La Scuderia Ferrari nasce il 16 novembre 1929 come un’idea visionaria di Enzo Ferrari, un’idea che sin da subito travalica l’ambizione sportiva per diventare un simbolo identitario, un modo di concepire la velocità, il rischio, la tecnica e soprattutto la passione italiana.
In quasi un secolo di storia, la scuderia ha attraversato fasi eroiche e drammatiche, accompagnando lo sviluppo della Formula 1 e spesso guidandolo, diventando la squadra più titolata, più temuta e più amata del paddock, capace di trasformare i trionfi dei suoi piloti—da Ascari a Lauda, da Schumacher a Raikkonen—in mitologia contemporanea.
I suoi successi non sono mai stati soltanto numeri: ogni mondiale rappresenta un’epoca, un’idea di auto, un modo di intendere la competizione e una narrazione collettiva che ha reso Ferrari una bandiera che sventola oltre lo sport.
Ma proprio questa grandezza, costruita su decenni di eccellenza ingegneristica e di leadership carismatica, rende oggi più dolorosa la fase critica che la Scuderia sta attraversando: una crisi tecnica, gestionale e d’identità in cui il riferimento a un passato glorioso rischia di diventare un peso invece che uno stimolo.
Le stagioni recenti hanno mostrato una Ferrari spesso geniale ma incostante, brillante in qualifica e fragile in gara, veloce sul giro secco ma incapace di opporsi con continuità a una concorrenza più organizzata, più metodica, più implacabile.
È una crisi che non nasce da un singolo errore, ma da un accumulo di fragilità: progetti tecnici non sempre all’altezza, cambi dirigenziali frequenti, una pressione mediatica e popolare enorme e una Formula 1 che richiede precisione chirurgica, continuità di visione e una struttura interna impeccabile. Eppure, proprio perché Ferrari non è una squadra come le altre, sopravvive la sensazione che il riscatto sia sempre possibile, che l’inerzia possa cambiare con una sola intuizione giusta, con un team coeso, con un’auto finalmente in grado di tradurre la sua storia in prestazioni.
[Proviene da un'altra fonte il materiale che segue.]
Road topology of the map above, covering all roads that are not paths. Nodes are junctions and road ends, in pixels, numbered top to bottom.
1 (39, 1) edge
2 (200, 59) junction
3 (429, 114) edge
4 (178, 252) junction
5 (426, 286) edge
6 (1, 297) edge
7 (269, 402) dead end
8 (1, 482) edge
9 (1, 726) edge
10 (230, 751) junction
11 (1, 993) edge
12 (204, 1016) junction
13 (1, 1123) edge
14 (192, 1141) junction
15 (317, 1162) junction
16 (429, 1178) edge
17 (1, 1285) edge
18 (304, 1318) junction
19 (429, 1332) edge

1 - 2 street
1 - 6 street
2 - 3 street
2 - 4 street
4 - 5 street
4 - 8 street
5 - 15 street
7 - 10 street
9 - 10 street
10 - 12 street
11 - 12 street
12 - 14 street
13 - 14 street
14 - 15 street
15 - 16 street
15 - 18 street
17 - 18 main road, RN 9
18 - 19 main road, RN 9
La Ferrari vive un presente complesso, ma continuerà a essere giudicata non per ciò che è oggi, bensì per ciò che potrebbe tornare a essere: il punto di riferimento emotivo e tecnico della Formula 1, il cuore rosso che batte più forte quando tutto sembra perduto e che, da quasi un secolo, rinasce sempre, inseguendo un’idea di velocità che non appartiene solo alle piste, ma al sogno collettivo di chi, nel mondo, vede in quel Cavallino Rampante un pezzo di futuro e un frammento eterno di storia.